= Helen Chatfield Black =

American naturalist and conservationist

Helen Black (1924 – June 8, 2018) was an American naturalist and conservationist from the Greater Cincinnati area.

== Biography ==
Helen Black was born in 1924 and grew up in Indian Hill area of Cincinnati. After graduating from Vassar College with a degree in English in 1945, she and her husband settled in Indian Hill and committed herself to conservation, having been inspired by an elementary teacher, Louis Brand, at the Lotspeich School and Dr. Emma Lucy Braun, a prominent botanist, ecologist and expert on the forests of the eastern United States.

Black was one of the founders of the Cincinnati Nature Center (CNC), the nation's largest member-supported nature center, in 1965 and Little Miami Inc.
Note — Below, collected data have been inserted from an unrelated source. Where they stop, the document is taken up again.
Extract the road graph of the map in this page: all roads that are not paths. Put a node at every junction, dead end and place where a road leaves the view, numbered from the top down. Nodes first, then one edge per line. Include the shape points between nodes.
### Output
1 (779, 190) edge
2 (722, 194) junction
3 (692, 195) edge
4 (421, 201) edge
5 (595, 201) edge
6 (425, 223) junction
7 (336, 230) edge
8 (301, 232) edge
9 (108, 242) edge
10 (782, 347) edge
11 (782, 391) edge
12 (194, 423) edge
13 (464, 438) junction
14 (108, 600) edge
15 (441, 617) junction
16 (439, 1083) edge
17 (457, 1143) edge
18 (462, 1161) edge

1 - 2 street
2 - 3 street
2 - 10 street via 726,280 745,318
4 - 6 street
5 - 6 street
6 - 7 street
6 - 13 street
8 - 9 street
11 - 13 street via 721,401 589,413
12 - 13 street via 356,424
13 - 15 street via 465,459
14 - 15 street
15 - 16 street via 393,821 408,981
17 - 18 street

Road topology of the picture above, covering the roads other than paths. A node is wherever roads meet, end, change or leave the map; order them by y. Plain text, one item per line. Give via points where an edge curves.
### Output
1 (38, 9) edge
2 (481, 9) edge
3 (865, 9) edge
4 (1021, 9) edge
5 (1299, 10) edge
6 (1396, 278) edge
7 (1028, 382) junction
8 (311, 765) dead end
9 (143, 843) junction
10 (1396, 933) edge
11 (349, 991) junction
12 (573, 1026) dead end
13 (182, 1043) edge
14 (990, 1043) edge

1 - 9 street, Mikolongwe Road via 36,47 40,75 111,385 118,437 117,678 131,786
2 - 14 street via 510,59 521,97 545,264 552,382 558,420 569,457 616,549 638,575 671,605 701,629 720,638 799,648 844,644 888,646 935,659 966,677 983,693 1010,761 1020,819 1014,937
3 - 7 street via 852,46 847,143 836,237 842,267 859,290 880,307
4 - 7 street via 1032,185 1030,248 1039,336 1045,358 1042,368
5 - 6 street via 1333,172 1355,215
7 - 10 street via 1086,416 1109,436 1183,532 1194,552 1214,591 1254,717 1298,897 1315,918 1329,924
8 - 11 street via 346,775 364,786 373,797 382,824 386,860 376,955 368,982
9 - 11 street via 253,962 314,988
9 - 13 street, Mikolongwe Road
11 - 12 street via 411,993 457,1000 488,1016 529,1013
She served as vice president of the CNC from 1967 to 1977, later becoming a teaching volunteer, land steward, and active honor trustee and lands committee member. Black was president of the Ohio chapter of The Nature Conservancy from 1976 to 1978 and board member of the Ohio Environmental Council.

Black was instrumental in the merger that created the Cincinnati Museum Center at Union Terminal in 1983. For 20 years, she was on the board of the Cincinnati Museum of Natural History at Gilbert Avenue advocating the merger between the museum and the Cincinnati Historical Society at Union Terminal. In 1995, she joined the board of directors, serving until 2004, when she was named a lifetime emeritus trustee.

She also worked with other regional conservation groups including: Edge of Appalachia Preserve, Greenacres, Indian Hill Garden Club, Redbird Hollow Association, Cincinnati Wildflower Preservation Society, Southwest Ohio Regional Transit Authority, and Shelterhouse.

== Awards and legacy ==
In 1972, the Garden Club of America awarded Black the Medal of Merit for Conservation. In 1973, she was awarded the Oak Leaf Award from The Nature Conservancy as well as the Ohio Department of Natural Resources Conservation Award. She was inducted into the Ohio Women's Hall of Fame in 1978. In 1981, the Garden Club of America presented her with the Margaret Douglas medal for outstanding service to conservation education. She was nominated along with her husband, Robert L. Black Jr., in 1997 for the Jacob E. Davis Volunteer Leadership Award. In 2012, the CNC honored her for her work in conservation in the Greater Cincinnati region at their first Awards dinner, where she received the Wood Thrush Award and the creation of the Helen C. Black Conservation Fund, which raises funds to be used for land acquisition and purchasing of conservation easements that curb development in wild areas. In 2017, she won the Lifetime Achievement Award from the Ohio Environmental Council. In 2020, The Nature Conservancy completed and officially opened the Helen C. Black Trail in honor of Black.